SOURCE RECORDS.
* * * *

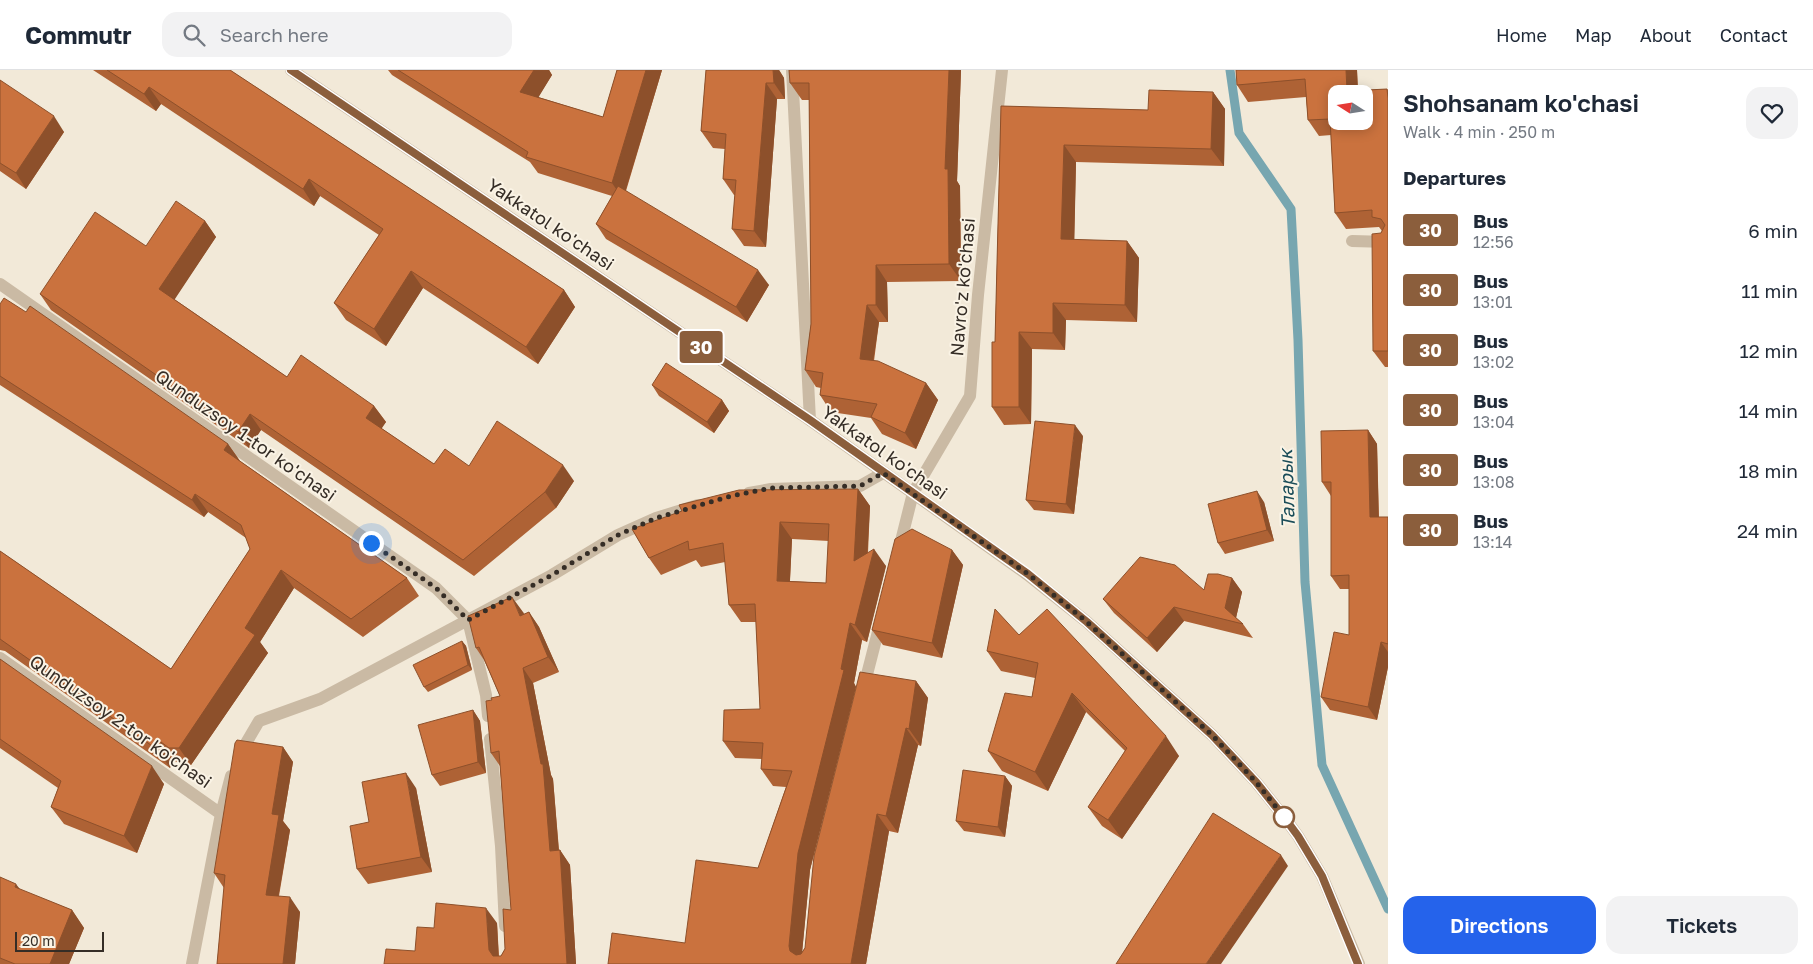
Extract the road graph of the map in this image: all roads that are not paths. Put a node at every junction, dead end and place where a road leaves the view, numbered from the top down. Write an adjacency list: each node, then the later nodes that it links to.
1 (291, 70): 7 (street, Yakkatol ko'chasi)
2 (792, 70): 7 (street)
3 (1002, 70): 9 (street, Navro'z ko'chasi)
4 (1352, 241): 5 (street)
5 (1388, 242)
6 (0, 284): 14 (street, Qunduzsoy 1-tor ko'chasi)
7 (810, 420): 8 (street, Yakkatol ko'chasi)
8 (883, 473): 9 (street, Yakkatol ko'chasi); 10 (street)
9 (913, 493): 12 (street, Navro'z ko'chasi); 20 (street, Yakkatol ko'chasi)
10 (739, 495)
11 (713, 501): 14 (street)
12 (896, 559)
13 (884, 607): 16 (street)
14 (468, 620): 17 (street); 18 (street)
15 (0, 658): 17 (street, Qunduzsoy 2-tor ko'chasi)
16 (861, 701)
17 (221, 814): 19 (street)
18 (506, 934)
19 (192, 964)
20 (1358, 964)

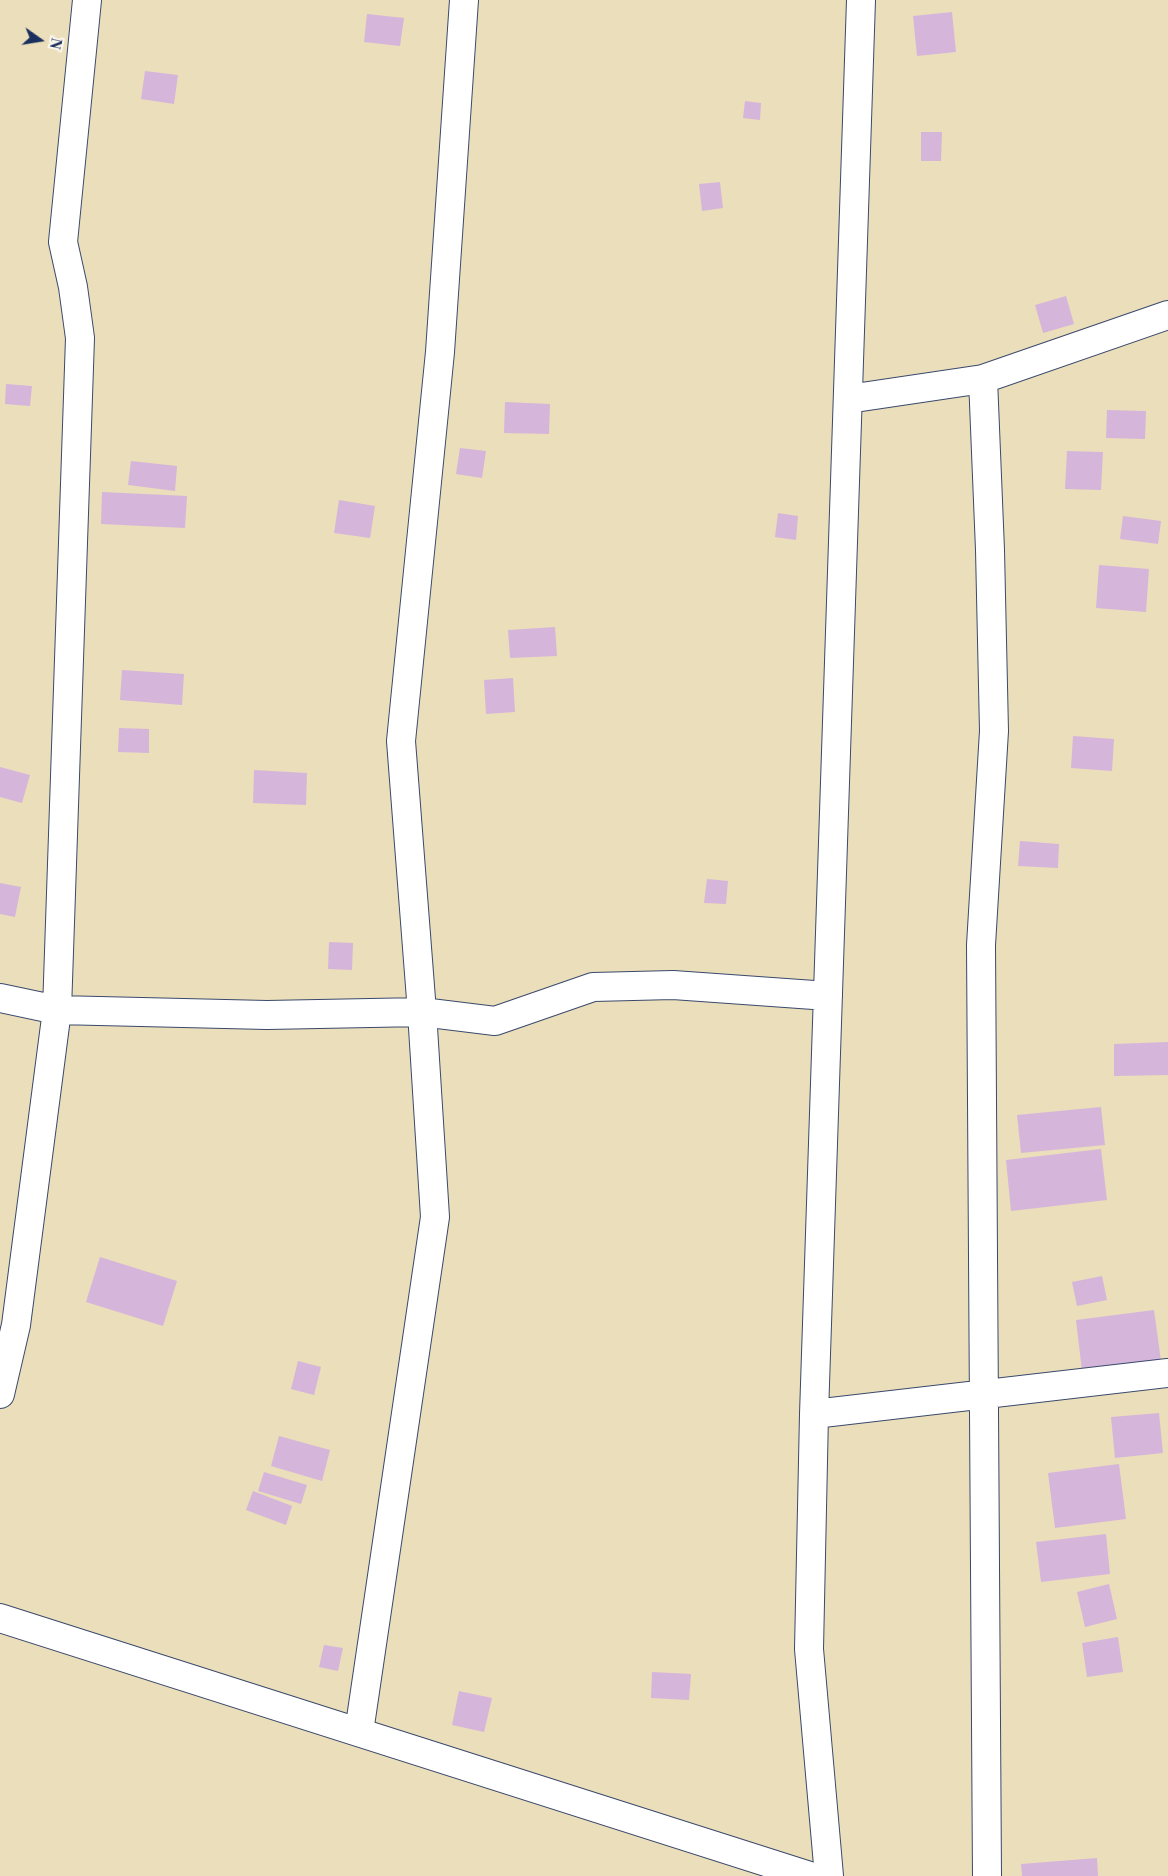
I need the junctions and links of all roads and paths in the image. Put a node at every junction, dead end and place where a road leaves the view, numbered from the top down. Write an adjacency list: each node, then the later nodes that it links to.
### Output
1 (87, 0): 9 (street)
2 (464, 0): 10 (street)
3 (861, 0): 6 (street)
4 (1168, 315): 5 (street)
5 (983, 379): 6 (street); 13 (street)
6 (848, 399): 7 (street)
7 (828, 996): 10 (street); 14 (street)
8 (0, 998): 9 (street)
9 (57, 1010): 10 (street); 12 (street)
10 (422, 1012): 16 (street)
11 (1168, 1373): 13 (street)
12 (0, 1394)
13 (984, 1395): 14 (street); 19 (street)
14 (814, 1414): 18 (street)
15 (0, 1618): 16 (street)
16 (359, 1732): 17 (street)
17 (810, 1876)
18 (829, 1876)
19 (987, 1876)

* * * *

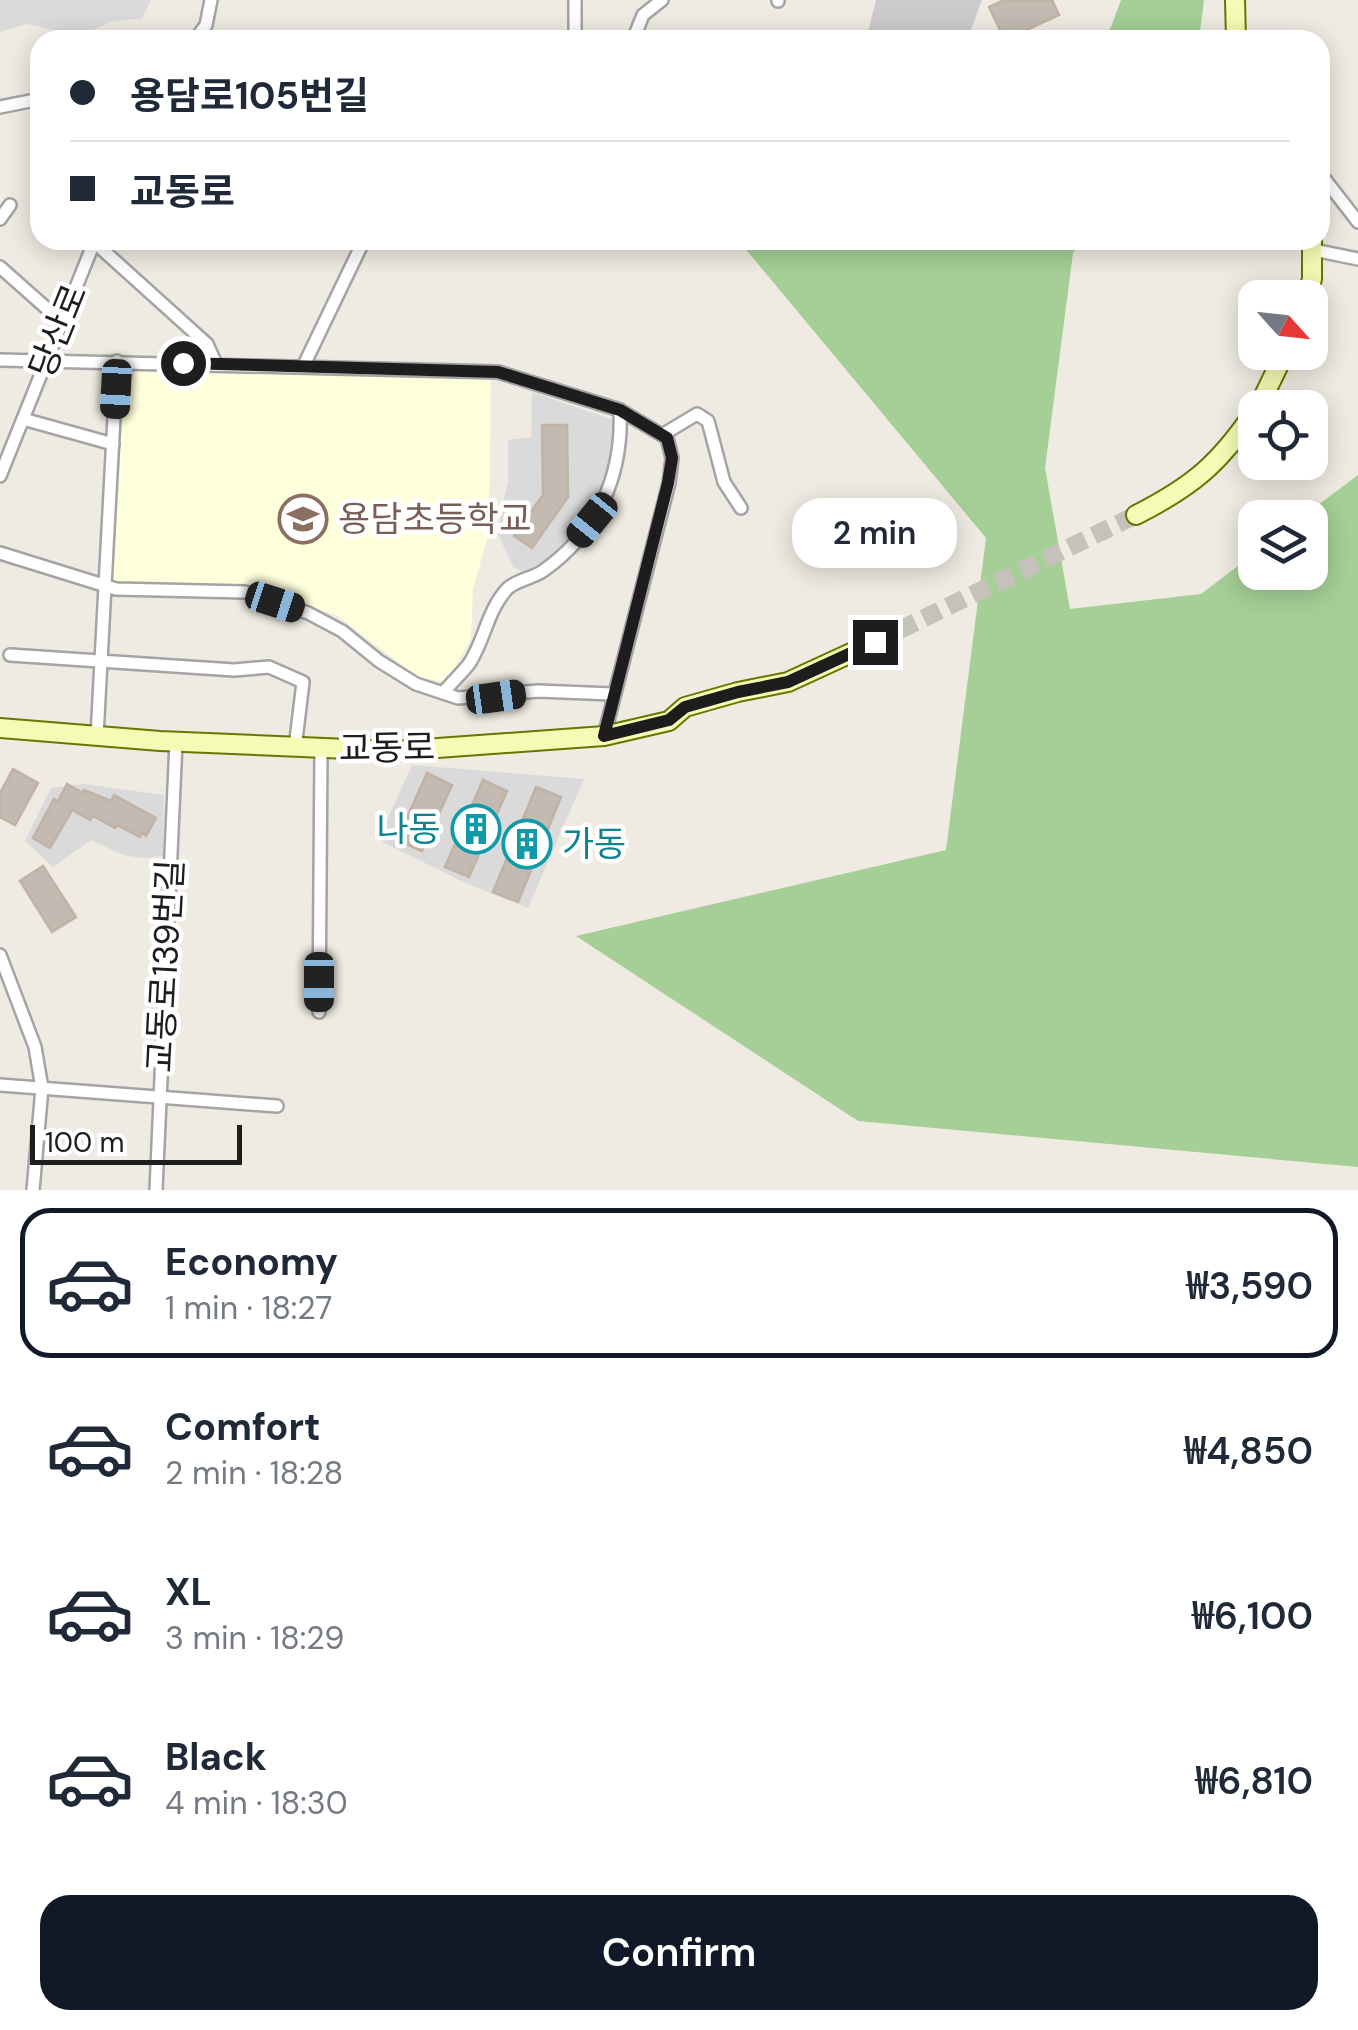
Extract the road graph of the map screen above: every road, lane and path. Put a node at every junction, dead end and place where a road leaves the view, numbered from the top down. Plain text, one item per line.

* * * *

WORK TO COMPLETE. Up in the listing, locate the line with "Extract the road graph of the map in"; print it and every line after it down to the line with "I need the junctions", which is included too. Skip the pictures.

TASK OUTPUT.
Extract the road graph of the map in this image: all roads that are not paths. Put a node at every junction, dead end and place where a road leaves the view, numbered from the top down. Write an adjacency list: each node, then the later nodes that it links to.
1 (291, 70): 7 (street, Yakkatol ko'chasi)
2 (792, 70): 7 (street)
3 (1002, 70): 9 (street, Navro'z ko'chasi)
4 (1352, 241): 5 (street)
5 (1388, 242)
6 (0, 284): 14 (street, Qunduzsoy 1-tor ko'chasi)
7 (810, 420): 8 (street, Yakkatol ko'chasi)
8 (883, 473): 9 (street, Yakkatol ko'chasi); 10 (street)
9 (913, 493): 12 (street, Navro'z ko'chasi); 20 (street, Yakkatol ko'chasi)
10 (739, 495)
11 (713, 501): 14 (street)
12 (896, 559)
13 (884, 607): 16 (street)
14 (468, 620): 17 (street); 18 (street)
15 (0, 658): 17 (street, Qunduzsoy 2-tor ko'chasi)
16 (861, 701)
17 (221, 814): 19 (street)
18 (506, 934)
19 (192, 964)
20 (1358, 964)

I need the junctions and links of all roads and paths in the image. Put a node at every junction, dead end and place where a road leaves the view, numbered from the top down. Write an adjacency list: each node, then the later nodes that it links to.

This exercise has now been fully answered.